Times change and the rising tide of militarism in American society of the past 70 years has contaminated the political culture. The massacring of innocents in both Hiroshima and Nagasaki is a great moral evil that Americans must recognize, repent and beg forgiveness. This does not ignore the war crimes of Imperial Japan but recognizes that there is a difference between combatants and non-combatants. Catholic Catechism number 2314 states forthrightly that:
“Every act of war directed to the indiscriminate destruction of whole cities or vast areas with their inhabitants is a crime against God and man, which merits firm and unequivocal condemnation.”

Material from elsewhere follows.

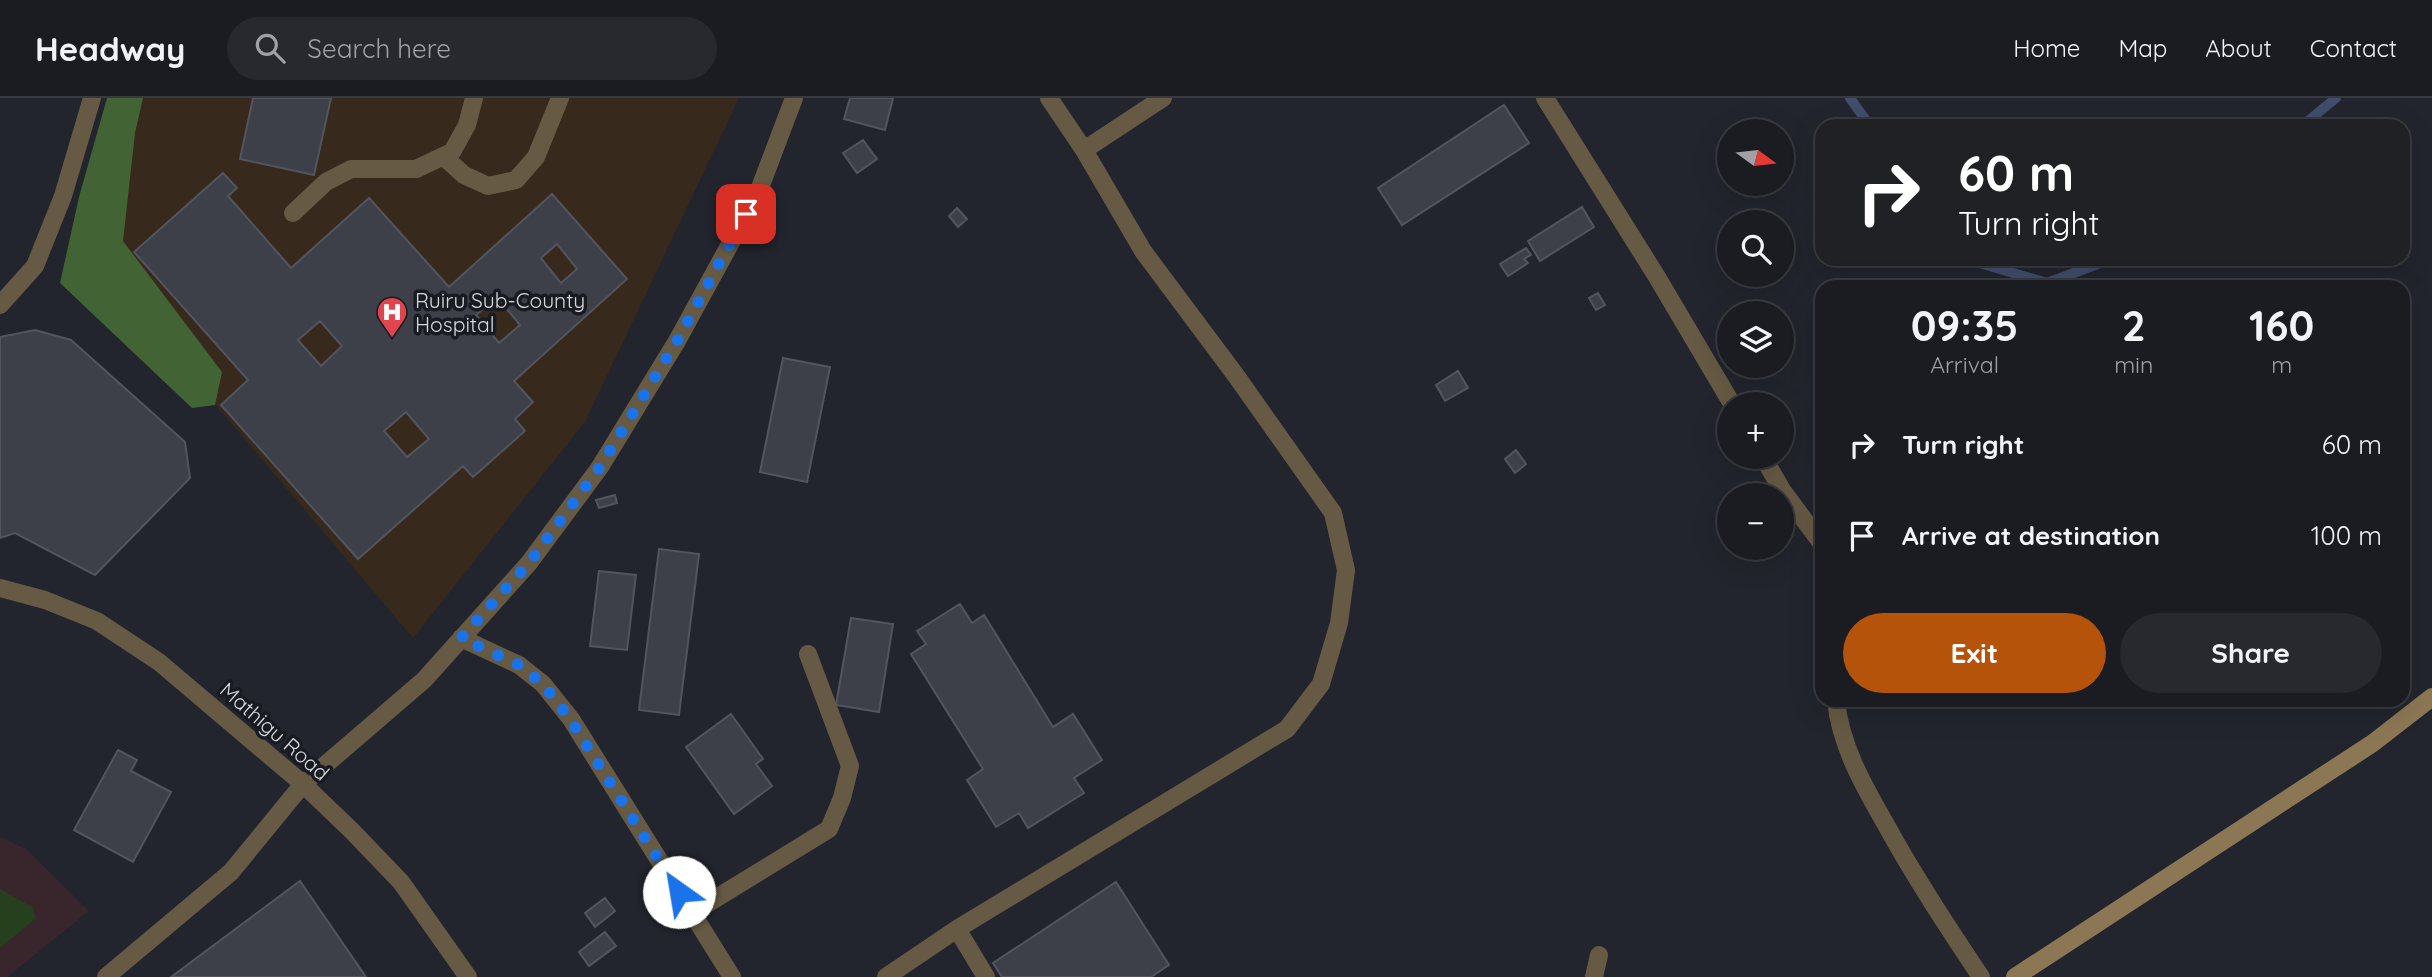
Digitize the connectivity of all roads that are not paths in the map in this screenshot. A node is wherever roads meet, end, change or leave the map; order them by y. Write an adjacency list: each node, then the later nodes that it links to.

Beginning today nonviolent activists will gather at Los Alamos to observe this anniversary of a war crime over live stream at the exact spot where the bomb that fell on Hiroshima was built. American patriots need to recognize this in order to save the United States and the West generally. Conservatives are justifiably horrified by the radical changes in American society over the past half century. Arch Bishop Fulton J. Sheen in the essay“What Now America?” reflected on the impact of the atomic bombs:
“When, I wonder, did we in America ever get into this idea that freedom means having no boundaries and no limits? I think it began on the 6th of August 1945 at 8:15 am when we dropped the bomb on Hiroshima. … Somehow or other, from that day on in our American life, we say we want no limits and no boundaries.”
 Time for conservatives to reflect further on the two atomic bombs dropped over two civilian centers and the principle that the ends do not justify the means. The world has never been the same since those horrible days in August of 1945.